Crime. A widening economic gap in post-earthquake Haiti has led to social fragility and continued violence, especially in IDP camps and against women. Crime remains extremely commonplace in large urban communities such as Port-au-Prince. MINUSTAH strongly condemns the grave violations against children affected by gang violence and widespread sexual violence and promotes the protection of the rights of women and children as outlined by multiple Security Council resolutions. A five-year Haitian National Police Development Plan has been drafted jointly by the national police and the MINUSTAH’s police component on March 1, 2012. One of the main objectives of this plan is to achieve a minimum of 15,000 serving police officers by 2016. MINUSTAH also conducted a stabilization initiative in fragile urban communities to tackle the ramifications of the political and socioeconomic challenges in communities. Large scale labor-intensive projects, professional skills training, income-generating activities, and psychosocial and awareness-raising initiatives, primarily targeting at-risk young people in urban areas were conducted. The Mission completed 64 projects in 2010-2011 and initiated 57 more projects so far in 2011-2012.

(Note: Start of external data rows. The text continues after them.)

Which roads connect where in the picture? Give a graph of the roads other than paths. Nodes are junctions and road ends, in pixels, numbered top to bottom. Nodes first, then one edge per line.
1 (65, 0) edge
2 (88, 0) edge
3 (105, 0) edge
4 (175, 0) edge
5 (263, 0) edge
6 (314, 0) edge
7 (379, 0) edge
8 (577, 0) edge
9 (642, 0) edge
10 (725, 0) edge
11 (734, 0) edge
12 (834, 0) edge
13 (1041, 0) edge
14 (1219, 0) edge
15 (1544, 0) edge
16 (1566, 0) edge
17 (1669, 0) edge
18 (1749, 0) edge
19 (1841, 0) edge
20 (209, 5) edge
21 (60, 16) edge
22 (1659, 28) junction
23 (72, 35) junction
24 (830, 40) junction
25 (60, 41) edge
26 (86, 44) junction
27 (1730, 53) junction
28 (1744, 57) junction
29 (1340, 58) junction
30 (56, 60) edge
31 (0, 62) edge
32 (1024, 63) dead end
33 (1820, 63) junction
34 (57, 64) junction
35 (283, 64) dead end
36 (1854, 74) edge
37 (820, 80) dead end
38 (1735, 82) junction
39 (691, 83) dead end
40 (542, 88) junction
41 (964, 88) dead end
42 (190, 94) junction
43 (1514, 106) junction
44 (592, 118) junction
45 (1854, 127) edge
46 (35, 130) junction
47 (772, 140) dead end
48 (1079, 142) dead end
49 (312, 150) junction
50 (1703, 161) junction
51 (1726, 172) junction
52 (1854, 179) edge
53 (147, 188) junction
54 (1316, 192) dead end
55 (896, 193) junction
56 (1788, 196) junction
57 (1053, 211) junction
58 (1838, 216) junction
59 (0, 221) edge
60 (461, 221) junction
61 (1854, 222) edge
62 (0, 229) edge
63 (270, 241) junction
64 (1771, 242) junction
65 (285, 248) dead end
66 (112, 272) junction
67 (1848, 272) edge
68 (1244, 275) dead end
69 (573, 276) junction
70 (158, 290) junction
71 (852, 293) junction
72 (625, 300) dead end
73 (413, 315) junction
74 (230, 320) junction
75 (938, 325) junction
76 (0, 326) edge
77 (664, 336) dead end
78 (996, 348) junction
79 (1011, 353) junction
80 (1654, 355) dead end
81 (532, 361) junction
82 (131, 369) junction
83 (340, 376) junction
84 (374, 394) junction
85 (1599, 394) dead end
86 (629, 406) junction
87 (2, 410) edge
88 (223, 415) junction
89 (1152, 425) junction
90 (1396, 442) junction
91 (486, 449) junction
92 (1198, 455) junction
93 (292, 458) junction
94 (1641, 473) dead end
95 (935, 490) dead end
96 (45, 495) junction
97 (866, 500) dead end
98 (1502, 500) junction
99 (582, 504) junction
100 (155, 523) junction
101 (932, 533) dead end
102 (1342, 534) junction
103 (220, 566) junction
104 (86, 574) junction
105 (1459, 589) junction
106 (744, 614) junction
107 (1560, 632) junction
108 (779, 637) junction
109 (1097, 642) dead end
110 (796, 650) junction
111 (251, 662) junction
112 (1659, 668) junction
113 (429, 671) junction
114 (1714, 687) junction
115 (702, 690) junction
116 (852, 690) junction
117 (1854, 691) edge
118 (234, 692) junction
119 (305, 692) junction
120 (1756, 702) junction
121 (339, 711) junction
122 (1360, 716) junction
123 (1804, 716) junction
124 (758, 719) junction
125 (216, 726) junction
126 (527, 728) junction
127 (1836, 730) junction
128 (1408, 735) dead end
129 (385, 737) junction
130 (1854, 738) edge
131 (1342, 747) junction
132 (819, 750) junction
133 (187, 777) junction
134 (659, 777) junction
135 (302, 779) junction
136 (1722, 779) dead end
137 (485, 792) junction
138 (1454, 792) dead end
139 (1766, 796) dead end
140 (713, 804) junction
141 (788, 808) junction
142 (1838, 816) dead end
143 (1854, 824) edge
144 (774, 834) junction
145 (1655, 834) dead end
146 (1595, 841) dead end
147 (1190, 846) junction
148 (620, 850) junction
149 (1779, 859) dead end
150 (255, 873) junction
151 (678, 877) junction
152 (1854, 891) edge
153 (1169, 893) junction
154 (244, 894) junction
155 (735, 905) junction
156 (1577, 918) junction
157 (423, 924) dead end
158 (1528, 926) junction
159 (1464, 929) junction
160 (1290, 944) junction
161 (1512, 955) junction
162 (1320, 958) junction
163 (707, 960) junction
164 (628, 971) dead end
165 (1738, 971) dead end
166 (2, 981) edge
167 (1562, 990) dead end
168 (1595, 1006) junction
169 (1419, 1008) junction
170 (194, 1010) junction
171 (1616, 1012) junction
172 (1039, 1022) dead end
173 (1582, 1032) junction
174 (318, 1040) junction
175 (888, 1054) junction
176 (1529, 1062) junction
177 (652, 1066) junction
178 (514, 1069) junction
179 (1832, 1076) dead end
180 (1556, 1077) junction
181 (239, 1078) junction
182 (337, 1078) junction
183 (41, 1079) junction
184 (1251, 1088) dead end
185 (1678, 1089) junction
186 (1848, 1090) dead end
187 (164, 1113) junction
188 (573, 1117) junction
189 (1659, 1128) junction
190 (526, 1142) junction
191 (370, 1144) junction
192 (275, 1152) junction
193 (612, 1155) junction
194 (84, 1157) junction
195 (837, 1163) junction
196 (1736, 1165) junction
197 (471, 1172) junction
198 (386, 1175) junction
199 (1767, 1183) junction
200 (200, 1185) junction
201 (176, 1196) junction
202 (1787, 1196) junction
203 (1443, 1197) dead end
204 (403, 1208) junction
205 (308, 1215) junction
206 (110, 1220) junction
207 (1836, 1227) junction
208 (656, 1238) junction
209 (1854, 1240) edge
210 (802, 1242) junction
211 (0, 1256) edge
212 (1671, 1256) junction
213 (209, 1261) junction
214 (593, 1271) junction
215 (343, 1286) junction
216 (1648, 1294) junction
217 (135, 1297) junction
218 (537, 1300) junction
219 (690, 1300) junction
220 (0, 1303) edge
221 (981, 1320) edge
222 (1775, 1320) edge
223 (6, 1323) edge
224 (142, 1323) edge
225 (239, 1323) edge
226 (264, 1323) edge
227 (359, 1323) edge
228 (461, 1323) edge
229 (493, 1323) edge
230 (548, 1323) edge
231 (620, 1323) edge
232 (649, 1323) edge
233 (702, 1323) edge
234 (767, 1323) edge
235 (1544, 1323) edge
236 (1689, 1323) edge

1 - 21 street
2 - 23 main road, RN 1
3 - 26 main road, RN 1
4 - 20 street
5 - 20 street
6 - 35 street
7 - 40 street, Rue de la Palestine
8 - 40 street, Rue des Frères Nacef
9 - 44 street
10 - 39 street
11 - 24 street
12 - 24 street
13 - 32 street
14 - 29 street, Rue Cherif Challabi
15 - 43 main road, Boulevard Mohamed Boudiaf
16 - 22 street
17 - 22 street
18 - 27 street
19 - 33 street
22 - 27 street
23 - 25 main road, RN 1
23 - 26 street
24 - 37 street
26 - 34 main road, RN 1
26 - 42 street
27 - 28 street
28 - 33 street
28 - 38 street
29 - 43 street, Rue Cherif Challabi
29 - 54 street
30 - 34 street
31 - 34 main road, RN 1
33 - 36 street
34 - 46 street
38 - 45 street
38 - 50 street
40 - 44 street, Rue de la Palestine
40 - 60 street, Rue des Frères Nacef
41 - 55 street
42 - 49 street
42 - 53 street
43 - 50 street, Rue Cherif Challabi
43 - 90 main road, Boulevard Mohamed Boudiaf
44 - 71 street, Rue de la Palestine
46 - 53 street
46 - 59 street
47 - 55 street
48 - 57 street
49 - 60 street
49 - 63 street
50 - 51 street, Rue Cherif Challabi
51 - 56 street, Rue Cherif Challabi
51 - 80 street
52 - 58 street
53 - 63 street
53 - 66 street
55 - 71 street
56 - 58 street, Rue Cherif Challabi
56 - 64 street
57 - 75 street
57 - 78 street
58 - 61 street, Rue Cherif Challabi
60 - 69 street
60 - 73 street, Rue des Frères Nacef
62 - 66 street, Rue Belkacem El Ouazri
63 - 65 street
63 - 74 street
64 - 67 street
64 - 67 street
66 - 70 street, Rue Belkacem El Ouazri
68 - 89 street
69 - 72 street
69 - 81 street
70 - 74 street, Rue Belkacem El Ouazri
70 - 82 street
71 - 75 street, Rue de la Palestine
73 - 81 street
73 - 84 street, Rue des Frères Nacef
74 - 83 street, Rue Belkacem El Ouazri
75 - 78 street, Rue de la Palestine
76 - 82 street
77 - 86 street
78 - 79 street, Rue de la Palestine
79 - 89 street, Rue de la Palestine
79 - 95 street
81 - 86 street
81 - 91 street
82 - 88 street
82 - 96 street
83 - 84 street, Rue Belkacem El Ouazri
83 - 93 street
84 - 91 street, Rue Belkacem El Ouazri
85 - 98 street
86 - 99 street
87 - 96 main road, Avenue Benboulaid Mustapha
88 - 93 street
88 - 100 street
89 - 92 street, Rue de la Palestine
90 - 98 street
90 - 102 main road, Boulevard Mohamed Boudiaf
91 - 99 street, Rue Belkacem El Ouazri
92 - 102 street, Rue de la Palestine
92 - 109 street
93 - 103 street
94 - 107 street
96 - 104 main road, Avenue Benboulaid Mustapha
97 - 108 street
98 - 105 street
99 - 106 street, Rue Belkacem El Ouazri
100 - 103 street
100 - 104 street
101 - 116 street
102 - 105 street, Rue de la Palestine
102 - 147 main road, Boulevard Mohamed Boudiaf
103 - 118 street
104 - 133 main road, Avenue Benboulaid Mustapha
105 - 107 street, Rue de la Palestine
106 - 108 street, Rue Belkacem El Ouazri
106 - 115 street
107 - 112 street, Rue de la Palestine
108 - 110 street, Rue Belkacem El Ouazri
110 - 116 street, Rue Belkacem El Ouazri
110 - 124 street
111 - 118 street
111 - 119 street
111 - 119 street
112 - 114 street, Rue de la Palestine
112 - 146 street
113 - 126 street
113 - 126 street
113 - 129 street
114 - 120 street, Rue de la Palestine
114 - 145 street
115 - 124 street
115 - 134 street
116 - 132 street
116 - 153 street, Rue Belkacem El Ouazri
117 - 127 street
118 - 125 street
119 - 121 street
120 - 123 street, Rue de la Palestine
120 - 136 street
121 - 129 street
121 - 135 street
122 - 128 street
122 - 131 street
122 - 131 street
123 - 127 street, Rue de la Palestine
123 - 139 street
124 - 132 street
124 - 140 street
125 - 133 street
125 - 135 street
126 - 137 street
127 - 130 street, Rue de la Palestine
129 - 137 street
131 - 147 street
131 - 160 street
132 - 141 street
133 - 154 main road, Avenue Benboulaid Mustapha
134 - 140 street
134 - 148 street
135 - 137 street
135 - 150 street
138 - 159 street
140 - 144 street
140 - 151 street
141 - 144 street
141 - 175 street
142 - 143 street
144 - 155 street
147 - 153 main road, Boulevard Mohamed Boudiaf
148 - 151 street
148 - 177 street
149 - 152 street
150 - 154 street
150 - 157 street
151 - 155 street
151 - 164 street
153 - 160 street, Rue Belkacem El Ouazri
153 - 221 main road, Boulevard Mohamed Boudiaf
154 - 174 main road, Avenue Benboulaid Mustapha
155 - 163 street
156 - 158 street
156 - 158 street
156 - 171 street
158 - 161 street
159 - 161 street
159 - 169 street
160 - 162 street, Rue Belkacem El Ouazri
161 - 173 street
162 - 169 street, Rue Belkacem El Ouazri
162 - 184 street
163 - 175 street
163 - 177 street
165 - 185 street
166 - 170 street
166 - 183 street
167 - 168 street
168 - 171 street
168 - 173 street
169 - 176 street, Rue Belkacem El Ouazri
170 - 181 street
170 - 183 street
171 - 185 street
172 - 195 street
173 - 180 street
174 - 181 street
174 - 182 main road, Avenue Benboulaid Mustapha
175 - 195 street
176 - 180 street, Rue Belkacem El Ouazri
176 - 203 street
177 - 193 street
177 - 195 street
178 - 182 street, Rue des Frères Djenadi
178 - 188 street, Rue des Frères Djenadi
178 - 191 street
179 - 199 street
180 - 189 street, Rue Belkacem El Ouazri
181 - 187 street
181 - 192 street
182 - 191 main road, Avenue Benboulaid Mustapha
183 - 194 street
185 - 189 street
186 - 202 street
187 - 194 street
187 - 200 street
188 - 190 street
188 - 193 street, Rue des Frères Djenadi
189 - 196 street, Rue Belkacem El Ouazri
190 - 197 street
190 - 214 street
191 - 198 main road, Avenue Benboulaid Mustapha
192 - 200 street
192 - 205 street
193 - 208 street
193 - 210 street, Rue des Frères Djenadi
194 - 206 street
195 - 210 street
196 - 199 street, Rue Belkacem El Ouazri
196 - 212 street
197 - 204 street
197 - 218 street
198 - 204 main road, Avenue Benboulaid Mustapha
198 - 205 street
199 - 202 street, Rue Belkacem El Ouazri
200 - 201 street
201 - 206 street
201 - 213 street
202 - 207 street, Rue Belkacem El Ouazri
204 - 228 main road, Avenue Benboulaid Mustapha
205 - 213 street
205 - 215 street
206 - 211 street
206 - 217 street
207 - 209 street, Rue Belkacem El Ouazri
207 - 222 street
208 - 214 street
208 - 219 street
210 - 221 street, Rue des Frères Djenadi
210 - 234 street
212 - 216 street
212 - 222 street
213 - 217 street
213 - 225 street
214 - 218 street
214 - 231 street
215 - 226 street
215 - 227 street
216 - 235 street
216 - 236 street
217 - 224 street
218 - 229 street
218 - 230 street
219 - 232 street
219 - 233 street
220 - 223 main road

Hurricane Sandy. From October 23 to October 26, 2012 Hurricane Sandy swept through the Caribbean. Severe rains and winds affected Haiti’s infrastructure, homes, livestock, and agricultural fields. MINUSTAH coordinated with NGOs to support the Direction of Civil Protection and local authorities to perform joint rapid evacuations in high-risk zones and IDP camps. Over 17,000 people were evacuated with 350,000 internally displaced persons (IDPs) as a result of four days of relentless heavy rains. The storm caused at least 51 deaths, and between 15,000 and 20,000 people has seen their houses completely destroyed, damaged, or flooded as a result of the storm. MINUSTAH also deployed additional platoon and civil police units to reinforce peacekeeping troops to especially aid in food assistance. Since nearly 90 died from cholera in the month following Hurricane Isaac, a spike in infection rates is expected. The UN is planning an appeal for emergency aid for Haiti, especially in light of severe food shortages.